Spontaneous arterial rupture has a peak incidence in the third or fourth decade of life in vEDS patients but may occur earlier and is the most common cause of sudden death in vEDS patients. Arterial rupture or dissection events occur in about 25% of patients before the age of 20 but increase to roughly 90% of patients by age 40. The median survival age of vEDS patients in the U.S. is 51 years, with arterial rupture being the most common cause of sudden death.2 Based on an analysis of diagnosed vEDS patients from the Truven MarketScan® database and U.S. population data, Acer projects the total COL3A1-positive vEDS patient prevalence in the U.S. could be as high as 7,000 patients. Currently, there are no approved pharmacologic therapies anywhere in the world for vEDS.

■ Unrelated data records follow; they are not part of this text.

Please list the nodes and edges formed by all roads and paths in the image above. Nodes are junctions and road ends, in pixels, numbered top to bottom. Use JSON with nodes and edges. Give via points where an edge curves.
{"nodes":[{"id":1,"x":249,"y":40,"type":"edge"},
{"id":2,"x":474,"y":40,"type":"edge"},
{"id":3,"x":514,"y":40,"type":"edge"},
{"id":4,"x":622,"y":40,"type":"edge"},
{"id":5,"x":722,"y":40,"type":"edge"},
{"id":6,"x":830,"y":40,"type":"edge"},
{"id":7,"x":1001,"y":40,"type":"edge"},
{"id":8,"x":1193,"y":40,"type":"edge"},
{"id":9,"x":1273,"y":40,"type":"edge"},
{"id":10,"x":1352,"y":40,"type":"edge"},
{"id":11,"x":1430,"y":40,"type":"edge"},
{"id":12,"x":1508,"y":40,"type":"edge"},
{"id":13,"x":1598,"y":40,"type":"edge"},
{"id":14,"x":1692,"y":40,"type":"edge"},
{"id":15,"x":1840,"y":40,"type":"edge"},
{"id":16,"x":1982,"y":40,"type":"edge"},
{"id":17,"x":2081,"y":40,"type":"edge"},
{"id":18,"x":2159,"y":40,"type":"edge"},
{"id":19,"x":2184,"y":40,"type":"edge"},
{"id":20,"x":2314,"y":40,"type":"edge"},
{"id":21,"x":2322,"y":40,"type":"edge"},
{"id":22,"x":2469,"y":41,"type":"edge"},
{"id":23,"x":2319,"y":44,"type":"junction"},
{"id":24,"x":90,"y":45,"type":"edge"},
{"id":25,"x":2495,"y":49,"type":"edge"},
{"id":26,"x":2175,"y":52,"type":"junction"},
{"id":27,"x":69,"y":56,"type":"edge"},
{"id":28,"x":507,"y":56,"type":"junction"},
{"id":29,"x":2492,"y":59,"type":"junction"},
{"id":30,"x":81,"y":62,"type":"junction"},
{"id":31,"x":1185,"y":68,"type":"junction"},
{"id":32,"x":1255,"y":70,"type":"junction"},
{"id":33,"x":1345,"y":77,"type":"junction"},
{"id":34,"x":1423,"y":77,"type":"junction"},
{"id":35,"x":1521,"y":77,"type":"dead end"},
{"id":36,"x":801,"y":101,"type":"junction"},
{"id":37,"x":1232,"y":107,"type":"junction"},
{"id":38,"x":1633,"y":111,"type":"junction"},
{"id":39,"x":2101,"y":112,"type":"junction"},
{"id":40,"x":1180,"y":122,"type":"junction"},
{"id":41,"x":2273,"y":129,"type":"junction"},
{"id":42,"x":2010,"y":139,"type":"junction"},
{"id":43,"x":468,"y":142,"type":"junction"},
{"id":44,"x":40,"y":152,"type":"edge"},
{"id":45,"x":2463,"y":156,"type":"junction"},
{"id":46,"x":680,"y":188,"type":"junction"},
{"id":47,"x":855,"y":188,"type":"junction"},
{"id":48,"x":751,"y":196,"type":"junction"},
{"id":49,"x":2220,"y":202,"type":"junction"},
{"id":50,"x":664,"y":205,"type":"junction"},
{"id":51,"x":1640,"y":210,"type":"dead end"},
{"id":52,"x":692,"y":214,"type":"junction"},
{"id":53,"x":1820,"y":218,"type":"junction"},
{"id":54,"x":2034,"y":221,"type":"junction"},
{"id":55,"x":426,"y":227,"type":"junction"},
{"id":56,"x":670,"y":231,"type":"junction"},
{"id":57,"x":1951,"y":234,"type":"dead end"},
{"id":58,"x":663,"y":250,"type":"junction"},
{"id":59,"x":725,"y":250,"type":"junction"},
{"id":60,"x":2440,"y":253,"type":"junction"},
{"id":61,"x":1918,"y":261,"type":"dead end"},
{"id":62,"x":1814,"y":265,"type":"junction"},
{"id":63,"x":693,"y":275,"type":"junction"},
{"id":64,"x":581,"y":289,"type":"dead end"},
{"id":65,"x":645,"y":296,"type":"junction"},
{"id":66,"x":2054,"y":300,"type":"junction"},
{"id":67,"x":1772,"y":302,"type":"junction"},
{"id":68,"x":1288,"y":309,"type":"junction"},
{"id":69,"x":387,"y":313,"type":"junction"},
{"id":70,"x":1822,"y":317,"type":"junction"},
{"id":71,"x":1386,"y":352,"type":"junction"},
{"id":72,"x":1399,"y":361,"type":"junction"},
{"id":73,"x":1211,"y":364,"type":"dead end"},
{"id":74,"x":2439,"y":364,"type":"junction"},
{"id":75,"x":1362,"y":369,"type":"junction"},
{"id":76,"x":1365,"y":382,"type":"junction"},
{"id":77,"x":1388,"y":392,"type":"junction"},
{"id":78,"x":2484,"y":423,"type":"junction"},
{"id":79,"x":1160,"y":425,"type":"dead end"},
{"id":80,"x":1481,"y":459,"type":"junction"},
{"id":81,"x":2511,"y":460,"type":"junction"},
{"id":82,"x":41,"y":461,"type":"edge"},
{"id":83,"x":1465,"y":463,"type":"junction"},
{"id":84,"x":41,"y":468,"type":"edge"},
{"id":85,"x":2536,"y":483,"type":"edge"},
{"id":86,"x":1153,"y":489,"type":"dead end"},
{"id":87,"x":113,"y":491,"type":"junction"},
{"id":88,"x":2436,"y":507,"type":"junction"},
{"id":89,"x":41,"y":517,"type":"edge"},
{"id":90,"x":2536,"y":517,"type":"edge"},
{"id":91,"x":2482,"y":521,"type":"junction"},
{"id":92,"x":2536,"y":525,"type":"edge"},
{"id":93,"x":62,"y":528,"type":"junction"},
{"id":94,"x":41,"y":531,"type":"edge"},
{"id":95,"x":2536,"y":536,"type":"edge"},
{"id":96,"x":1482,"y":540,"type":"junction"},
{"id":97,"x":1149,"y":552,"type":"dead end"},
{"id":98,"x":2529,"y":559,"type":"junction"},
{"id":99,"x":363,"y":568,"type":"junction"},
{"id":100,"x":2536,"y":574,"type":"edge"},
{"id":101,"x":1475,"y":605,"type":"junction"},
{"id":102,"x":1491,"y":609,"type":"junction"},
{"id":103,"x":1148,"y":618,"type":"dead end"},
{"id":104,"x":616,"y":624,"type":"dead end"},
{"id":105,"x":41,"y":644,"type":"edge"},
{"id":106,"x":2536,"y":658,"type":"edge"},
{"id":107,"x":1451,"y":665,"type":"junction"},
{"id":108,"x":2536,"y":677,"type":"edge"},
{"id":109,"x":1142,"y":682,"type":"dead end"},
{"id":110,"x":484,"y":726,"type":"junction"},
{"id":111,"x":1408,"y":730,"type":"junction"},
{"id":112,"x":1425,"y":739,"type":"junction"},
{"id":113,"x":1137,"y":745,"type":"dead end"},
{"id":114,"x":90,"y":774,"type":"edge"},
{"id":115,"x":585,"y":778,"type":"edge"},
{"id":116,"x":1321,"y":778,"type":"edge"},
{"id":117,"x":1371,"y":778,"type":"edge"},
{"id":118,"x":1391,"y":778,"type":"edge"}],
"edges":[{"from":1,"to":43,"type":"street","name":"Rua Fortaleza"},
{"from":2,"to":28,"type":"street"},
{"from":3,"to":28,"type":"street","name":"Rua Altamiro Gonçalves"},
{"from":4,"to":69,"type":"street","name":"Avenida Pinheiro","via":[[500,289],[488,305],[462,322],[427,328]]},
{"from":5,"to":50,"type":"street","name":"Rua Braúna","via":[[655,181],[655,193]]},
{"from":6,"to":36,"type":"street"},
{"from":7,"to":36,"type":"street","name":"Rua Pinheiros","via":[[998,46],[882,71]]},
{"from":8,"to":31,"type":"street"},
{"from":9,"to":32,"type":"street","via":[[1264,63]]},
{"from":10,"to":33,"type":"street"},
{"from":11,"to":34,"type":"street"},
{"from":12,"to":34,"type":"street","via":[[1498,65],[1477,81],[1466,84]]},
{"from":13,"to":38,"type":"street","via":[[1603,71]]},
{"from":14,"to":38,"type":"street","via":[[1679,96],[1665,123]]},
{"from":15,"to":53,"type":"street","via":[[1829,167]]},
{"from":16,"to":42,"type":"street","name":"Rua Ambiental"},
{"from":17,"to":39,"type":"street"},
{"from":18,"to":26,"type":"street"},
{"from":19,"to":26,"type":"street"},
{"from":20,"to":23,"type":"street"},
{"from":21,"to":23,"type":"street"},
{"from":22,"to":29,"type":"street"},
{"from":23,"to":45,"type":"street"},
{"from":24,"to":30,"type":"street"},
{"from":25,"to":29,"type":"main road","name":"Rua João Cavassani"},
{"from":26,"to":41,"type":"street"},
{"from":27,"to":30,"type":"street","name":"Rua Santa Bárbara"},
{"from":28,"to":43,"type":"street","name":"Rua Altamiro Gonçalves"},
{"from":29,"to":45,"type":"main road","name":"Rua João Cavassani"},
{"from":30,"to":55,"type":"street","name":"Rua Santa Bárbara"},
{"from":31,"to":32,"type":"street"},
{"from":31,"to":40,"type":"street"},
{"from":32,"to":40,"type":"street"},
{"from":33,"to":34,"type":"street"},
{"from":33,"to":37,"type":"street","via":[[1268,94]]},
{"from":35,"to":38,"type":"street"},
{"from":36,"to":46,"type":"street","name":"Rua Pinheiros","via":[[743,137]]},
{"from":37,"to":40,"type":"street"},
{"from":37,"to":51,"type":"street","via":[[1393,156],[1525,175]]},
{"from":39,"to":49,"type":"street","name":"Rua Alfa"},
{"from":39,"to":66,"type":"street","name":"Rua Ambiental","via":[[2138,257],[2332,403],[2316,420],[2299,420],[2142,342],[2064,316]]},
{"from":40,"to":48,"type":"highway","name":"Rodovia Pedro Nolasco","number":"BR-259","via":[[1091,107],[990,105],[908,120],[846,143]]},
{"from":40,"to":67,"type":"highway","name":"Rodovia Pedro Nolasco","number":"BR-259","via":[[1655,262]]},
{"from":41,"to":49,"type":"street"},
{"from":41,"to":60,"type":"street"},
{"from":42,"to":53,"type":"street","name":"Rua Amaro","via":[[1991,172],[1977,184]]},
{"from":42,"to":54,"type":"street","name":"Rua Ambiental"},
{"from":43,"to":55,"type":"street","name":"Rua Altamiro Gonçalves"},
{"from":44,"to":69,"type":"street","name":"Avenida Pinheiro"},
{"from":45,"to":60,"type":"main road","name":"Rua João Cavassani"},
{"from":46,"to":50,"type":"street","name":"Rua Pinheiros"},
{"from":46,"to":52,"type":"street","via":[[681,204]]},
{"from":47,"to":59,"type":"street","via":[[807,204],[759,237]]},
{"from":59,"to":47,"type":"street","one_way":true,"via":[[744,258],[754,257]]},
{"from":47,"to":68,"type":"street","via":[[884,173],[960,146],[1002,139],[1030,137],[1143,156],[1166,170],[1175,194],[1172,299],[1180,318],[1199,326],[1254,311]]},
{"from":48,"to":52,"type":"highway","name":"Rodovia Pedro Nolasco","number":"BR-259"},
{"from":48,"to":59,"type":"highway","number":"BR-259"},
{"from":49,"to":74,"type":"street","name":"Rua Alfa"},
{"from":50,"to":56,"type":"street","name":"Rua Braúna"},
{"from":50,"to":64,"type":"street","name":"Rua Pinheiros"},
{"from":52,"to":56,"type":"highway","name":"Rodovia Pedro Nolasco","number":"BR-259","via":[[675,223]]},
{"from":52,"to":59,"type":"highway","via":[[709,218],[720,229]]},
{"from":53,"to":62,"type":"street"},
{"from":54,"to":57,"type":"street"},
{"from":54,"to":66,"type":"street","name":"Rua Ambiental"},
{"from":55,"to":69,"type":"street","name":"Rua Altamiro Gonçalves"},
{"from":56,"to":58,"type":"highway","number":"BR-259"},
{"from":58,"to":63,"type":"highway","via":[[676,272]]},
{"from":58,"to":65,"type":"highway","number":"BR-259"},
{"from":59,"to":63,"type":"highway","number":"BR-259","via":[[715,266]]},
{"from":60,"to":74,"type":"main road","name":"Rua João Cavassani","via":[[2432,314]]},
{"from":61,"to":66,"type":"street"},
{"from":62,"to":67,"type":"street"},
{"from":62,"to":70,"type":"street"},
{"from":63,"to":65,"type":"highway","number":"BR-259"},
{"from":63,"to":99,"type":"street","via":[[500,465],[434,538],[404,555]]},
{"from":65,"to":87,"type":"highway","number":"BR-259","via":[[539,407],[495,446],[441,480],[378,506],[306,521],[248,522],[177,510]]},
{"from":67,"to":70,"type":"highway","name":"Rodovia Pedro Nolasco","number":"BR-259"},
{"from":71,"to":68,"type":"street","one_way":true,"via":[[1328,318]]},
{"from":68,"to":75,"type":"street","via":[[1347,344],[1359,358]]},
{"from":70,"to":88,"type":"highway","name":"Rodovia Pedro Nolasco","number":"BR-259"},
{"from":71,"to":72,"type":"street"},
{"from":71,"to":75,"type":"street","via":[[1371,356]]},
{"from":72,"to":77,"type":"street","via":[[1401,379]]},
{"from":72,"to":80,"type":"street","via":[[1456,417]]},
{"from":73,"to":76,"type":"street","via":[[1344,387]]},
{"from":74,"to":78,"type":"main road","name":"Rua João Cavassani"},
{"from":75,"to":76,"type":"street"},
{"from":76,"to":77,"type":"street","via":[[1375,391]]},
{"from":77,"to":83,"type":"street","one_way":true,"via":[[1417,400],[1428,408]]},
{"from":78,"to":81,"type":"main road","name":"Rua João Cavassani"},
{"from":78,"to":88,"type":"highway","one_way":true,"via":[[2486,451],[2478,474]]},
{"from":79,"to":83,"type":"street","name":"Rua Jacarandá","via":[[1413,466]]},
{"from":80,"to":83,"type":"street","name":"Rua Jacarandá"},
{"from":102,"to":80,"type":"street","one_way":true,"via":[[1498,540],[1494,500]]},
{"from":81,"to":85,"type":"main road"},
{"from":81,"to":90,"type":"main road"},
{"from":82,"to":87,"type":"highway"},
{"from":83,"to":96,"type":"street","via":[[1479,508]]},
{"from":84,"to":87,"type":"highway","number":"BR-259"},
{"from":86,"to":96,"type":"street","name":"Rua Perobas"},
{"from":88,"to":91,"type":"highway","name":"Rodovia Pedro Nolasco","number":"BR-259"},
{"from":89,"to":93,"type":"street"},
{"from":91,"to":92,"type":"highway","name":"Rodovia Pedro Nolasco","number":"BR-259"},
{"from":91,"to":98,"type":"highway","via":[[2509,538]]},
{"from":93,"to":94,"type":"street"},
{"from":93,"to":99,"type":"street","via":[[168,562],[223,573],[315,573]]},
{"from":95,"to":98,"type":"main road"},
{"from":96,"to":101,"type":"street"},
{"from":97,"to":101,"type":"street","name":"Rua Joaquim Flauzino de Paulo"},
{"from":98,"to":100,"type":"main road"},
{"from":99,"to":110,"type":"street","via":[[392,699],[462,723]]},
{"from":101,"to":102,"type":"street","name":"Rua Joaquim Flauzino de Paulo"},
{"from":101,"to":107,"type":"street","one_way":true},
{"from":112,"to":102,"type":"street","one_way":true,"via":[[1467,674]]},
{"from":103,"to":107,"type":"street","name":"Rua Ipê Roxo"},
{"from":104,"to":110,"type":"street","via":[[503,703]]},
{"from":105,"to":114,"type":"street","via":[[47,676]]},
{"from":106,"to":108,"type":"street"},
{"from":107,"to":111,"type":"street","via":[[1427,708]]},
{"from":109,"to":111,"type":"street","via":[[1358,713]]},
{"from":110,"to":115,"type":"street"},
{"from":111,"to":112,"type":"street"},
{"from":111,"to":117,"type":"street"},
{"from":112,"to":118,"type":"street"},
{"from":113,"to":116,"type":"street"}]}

About EDSIVO™ (celiprolol)
EDSIVO™ (celiprolol) is a new chemical entity (NCE) currently in Phase 3 development for the treatment of COL3A1-positive vEDS patients to potentially reduce the risk of arterial and other hollow organ clinical events. In October 2010, data was published in the Lancet from the BBEST trial designed to assess the preventative effect of celiprolol for major cardiovascular events in patients with vEDS via a multicenter, prospective, randomized, open trial with blinded evaluation of clinical events.3 In addition, data from long-term observational studies of patients treated with celiprolol in France and Sweden were published in JACC in April 20191 and in the European Journal of Vascular and Endovascular Surgery (EJVES) in November 20204, respectively. Data from these and other publications can be found at www.acertx.com. Acer’s original NDA was submitted based on data obtained from the BBEST trial and accepted for filing in October 2018 with priority review. Following FDA review, Acer received a Complete Response Letter (CRL) in June 2019 stating that it will be necessary to conduct an adequate and well-controlled trial to determine whether EDSIVO™ reduces the risk of clinical events in patients with vEDS. In April 2022, the FDA granted celiprolol Breakthrough Therapy designation in the US for the treatment of patients with COL3A1-positive vEDS. In May 2022, Acer confirmed agreement with the FDA under an SPA for its Pivotal Phase 3 clinical trial of EDSIVO™ for the treatment of patients with COL3A1-positive vEDS, and patient screening was initiated in June 2022. Celiprolol received FDA Orphan Drug Designation for the treatment of vEDS in 2015.